*** Records for processing ***

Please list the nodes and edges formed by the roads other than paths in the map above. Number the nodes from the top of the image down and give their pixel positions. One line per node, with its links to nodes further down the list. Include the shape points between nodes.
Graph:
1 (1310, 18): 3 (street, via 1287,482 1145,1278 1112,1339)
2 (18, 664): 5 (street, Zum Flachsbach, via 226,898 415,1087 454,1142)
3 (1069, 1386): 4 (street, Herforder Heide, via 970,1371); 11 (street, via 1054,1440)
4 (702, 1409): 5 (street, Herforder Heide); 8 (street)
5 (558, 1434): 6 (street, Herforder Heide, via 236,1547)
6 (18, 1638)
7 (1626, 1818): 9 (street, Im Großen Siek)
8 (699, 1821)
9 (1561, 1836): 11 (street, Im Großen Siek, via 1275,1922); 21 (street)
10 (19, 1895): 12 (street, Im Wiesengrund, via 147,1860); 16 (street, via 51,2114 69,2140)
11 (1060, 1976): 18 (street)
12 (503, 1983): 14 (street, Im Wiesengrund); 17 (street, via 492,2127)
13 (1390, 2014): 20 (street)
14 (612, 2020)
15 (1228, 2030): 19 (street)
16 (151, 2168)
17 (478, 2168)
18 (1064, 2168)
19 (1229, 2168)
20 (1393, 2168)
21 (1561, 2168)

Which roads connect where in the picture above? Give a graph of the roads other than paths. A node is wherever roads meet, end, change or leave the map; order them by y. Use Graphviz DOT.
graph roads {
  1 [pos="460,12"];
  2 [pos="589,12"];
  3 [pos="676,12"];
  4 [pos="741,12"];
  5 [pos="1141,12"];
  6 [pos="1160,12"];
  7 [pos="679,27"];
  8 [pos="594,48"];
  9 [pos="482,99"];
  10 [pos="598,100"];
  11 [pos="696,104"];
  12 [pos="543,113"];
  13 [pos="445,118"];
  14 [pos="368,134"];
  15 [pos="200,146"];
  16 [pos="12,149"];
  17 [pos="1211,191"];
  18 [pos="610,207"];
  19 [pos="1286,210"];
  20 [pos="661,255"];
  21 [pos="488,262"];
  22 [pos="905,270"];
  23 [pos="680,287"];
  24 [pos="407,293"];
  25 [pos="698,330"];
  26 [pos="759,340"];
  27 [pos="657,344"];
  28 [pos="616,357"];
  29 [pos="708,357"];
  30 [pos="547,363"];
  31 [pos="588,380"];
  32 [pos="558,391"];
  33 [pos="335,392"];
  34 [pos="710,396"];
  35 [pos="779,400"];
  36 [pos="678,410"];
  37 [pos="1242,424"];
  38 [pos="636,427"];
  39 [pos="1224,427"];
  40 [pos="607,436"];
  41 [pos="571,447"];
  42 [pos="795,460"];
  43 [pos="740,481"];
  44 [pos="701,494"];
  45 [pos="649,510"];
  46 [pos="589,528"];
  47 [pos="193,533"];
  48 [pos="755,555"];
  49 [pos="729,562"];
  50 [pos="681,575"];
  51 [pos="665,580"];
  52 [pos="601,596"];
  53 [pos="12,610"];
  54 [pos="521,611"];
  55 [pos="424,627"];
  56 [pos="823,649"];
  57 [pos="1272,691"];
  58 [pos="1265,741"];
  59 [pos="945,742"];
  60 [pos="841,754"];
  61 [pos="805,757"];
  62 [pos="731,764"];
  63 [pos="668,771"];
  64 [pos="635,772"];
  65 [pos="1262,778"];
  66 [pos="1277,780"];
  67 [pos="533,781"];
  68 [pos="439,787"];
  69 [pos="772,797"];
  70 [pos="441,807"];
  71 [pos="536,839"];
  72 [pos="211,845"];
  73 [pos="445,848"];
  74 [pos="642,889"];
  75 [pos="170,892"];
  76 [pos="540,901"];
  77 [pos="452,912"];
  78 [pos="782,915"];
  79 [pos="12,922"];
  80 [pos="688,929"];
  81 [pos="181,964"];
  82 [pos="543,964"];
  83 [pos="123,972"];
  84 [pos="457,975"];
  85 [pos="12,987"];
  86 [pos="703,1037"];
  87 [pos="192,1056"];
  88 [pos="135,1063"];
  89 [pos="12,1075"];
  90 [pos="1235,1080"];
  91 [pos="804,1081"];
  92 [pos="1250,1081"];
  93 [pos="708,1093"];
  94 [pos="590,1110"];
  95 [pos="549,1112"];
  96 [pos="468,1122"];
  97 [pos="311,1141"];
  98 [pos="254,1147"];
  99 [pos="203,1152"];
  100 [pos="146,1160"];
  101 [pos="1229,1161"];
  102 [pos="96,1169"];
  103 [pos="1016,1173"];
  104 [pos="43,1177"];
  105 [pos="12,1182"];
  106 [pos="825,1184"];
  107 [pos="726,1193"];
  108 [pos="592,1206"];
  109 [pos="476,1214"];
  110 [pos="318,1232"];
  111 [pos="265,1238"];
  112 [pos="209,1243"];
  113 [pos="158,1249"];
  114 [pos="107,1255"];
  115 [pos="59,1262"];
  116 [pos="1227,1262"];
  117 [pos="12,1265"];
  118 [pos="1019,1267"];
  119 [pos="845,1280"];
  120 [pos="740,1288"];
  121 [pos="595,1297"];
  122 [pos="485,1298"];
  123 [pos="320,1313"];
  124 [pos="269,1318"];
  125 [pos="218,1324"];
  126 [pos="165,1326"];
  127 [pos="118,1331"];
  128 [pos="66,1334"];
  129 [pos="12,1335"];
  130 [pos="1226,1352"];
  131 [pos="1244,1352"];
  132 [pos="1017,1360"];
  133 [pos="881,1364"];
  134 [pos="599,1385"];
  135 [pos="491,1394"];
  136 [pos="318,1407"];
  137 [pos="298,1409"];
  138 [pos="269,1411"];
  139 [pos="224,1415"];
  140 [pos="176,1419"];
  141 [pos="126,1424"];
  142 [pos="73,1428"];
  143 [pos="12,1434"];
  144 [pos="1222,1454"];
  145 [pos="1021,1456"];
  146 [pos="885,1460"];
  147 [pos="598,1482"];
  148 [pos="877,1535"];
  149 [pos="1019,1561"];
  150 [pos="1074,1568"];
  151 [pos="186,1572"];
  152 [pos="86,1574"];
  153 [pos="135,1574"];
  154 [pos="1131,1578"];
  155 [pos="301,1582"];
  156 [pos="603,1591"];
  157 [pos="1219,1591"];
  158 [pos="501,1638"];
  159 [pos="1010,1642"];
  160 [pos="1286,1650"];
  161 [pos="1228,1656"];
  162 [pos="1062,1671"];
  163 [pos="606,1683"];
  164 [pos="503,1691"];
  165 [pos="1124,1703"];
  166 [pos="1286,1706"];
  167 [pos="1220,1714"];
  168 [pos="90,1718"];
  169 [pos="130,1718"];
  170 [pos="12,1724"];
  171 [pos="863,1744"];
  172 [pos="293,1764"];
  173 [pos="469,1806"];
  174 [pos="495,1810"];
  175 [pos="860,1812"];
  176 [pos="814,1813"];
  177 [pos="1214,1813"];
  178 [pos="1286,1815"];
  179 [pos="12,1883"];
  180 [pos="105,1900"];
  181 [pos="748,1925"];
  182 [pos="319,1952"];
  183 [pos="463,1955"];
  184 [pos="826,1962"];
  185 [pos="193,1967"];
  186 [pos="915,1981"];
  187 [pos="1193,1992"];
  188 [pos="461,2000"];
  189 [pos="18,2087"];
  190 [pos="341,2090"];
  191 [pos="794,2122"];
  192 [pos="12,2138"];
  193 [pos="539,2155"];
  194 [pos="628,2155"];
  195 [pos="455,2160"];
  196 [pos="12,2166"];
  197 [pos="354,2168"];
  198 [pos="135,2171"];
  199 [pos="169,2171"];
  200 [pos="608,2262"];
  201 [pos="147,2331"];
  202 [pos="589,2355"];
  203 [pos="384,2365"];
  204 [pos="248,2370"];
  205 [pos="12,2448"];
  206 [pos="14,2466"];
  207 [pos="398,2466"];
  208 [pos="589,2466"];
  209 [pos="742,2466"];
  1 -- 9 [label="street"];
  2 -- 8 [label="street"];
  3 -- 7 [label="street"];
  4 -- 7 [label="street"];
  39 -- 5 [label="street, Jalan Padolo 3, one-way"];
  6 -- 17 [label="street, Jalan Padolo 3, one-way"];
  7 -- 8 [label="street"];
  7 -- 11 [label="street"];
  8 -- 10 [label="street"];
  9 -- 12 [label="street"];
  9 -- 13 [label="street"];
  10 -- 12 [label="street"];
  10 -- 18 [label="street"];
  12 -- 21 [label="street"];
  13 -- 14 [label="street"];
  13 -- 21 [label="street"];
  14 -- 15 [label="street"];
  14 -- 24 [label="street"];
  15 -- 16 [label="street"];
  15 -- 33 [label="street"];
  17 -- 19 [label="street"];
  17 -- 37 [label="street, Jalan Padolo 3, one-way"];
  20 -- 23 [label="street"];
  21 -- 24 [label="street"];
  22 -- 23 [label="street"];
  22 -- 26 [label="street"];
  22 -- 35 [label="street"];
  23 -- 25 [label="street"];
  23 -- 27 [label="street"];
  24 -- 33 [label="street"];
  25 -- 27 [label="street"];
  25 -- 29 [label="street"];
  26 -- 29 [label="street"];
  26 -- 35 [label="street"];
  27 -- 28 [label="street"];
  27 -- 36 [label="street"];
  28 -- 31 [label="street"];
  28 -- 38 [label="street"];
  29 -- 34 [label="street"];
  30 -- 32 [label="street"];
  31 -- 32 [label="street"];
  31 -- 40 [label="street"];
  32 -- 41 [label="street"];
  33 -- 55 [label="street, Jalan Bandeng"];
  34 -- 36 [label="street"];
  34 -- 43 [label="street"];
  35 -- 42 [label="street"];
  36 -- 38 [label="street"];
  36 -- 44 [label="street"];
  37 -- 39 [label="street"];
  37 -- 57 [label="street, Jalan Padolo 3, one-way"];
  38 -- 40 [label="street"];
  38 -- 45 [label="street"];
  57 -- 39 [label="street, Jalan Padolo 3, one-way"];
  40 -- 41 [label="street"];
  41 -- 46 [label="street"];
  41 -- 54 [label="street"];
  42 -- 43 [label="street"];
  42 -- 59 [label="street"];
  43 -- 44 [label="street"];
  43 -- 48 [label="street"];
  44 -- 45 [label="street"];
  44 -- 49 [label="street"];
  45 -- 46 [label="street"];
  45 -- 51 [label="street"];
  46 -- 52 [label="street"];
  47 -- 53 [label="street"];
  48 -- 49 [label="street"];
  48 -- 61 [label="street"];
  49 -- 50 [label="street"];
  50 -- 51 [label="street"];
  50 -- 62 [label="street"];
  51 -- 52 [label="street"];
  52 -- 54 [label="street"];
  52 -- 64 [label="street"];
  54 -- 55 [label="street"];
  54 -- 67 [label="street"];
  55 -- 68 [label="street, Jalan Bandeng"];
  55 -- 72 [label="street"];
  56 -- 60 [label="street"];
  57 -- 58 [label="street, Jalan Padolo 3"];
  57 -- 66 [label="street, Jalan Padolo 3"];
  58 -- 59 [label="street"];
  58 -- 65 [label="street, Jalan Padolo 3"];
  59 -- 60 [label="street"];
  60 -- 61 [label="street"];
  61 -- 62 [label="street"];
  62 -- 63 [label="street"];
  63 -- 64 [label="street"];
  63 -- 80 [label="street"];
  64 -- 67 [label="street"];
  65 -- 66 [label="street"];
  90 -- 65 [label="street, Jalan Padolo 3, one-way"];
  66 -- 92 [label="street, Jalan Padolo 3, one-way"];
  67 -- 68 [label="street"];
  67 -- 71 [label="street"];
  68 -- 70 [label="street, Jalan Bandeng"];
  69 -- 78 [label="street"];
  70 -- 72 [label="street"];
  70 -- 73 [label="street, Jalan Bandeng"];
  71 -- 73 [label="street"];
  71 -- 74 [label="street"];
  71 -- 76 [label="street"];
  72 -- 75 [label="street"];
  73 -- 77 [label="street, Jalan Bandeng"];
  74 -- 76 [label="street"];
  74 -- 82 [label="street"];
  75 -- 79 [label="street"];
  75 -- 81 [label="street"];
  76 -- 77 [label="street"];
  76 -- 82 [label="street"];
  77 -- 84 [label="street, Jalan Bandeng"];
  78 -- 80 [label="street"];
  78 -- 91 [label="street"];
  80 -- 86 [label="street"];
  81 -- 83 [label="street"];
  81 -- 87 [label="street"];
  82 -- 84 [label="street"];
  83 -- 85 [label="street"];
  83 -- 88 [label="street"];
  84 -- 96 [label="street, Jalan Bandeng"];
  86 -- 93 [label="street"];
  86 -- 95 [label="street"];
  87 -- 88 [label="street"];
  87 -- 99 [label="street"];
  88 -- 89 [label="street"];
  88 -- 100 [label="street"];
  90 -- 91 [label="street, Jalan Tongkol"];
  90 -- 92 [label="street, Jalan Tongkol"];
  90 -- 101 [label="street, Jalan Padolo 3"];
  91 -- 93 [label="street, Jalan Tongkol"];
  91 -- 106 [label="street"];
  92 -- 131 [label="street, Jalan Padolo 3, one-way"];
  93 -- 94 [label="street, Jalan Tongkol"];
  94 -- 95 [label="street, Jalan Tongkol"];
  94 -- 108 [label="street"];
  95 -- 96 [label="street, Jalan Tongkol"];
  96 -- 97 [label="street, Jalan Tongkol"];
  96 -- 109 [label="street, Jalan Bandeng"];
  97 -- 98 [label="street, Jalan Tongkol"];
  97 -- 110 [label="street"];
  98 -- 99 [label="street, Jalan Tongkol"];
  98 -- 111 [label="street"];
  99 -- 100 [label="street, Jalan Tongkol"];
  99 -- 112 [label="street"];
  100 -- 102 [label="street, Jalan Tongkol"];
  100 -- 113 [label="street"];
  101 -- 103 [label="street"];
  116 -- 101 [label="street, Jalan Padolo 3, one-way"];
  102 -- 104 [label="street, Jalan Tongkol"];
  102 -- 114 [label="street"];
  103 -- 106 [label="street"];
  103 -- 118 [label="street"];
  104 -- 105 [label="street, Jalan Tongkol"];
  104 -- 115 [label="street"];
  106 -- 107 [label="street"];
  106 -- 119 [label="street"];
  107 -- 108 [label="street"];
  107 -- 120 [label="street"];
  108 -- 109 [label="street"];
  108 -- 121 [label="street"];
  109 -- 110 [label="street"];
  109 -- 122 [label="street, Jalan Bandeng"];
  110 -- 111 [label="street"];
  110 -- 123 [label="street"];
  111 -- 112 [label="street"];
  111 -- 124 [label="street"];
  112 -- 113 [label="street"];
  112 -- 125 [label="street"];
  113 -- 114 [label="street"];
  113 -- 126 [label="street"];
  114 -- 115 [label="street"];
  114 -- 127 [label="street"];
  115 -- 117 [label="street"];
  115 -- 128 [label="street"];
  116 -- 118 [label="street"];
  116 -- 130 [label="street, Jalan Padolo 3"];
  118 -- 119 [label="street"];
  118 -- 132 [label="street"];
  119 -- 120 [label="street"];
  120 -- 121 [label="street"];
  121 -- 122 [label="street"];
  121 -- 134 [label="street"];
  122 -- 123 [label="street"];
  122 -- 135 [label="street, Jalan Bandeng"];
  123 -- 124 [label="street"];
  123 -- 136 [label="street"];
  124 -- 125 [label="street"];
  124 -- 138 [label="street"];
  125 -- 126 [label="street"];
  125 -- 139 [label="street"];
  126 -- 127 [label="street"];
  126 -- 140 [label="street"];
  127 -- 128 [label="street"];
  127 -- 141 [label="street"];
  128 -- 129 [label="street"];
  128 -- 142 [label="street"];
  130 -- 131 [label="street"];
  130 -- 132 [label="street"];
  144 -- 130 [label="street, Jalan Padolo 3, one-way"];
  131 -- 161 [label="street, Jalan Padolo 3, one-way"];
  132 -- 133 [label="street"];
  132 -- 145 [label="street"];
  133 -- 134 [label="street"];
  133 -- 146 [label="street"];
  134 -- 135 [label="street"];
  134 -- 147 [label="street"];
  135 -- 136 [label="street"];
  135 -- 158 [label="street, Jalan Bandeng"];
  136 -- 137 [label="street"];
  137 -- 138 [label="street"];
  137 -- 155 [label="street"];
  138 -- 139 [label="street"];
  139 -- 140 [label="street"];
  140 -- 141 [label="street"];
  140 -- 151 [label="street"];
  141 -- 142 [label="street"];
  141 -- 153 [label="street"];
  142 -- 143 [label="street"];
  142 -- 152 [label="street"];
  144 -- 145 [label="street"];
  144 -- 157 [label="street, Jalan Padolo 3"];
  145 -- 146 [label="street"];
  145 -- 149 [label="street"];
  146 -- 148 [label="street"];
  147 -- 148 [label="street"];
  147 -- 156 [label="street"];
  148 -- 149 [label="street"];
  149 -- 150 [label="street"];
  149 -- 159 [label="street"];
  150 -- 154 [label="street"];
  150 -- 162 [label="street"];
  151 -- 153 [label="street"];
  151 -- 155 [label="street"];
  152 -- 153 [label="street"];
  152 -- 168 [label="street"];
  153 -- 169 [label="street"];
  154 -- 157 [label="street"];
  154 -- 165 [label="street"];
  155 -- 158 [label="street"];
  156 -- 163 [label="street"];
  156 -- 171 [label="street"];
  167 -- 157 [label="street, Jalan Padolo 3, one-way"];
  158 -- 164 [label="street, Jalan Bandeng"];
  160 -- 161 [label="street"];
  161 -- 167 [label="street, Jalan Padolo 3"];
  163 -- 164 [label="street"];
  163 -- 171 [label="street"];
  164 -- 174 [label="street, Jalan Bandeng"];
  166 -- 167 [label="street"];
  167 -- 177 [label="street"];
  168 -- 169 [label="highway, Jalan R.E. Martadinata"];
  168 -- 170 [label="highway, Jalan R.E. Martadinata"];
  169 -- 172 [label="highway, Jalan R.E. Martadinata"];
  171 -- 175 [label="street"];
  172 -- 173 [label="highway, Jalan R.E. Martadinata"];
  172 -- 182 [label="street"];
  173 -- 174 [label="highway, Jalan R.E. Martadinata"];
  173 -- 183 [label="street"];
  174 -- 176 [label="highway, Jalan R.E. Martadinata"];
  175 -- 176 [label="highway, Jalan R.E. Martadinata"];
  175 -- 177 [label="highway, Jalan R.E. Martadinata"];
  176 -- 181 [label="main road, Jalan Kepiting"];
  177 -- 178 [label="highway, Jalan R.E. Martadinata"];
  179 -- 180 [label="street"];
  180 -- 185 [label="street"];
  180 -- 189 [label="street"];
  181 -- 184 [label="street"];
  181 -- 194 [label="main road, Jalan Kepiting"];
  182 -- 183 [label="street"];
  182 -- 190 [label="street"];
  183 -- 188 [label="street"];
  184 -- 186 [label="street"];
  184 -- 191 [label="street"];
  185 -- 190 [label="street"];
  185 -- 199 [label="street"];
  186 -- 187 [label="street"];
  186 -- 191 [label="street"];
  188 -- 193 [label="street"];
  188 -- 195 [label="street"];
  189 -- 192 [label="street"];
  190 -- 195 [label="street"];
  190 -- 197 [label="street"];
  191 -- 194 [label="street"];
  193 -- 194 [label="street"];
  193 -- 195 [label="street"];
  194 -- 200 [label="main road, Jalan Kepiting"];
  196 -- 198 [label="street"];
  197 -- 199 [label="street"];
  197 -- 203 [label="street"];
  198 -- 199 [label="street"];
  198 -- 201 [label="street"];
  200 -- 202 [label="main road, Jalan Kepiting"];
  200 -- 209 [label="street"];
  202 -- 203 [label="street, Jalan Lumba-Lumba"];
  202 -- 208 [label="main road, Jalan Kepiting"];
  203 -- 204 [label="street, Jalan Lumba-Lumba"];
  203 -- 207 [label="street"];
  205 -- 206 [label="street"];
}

*** End of Records for processing ***

* **Directions for this task**: Taking the listing above as a whole, state how many of its lines hold the string "main". No other output is permitted.

* **Finished task**: 5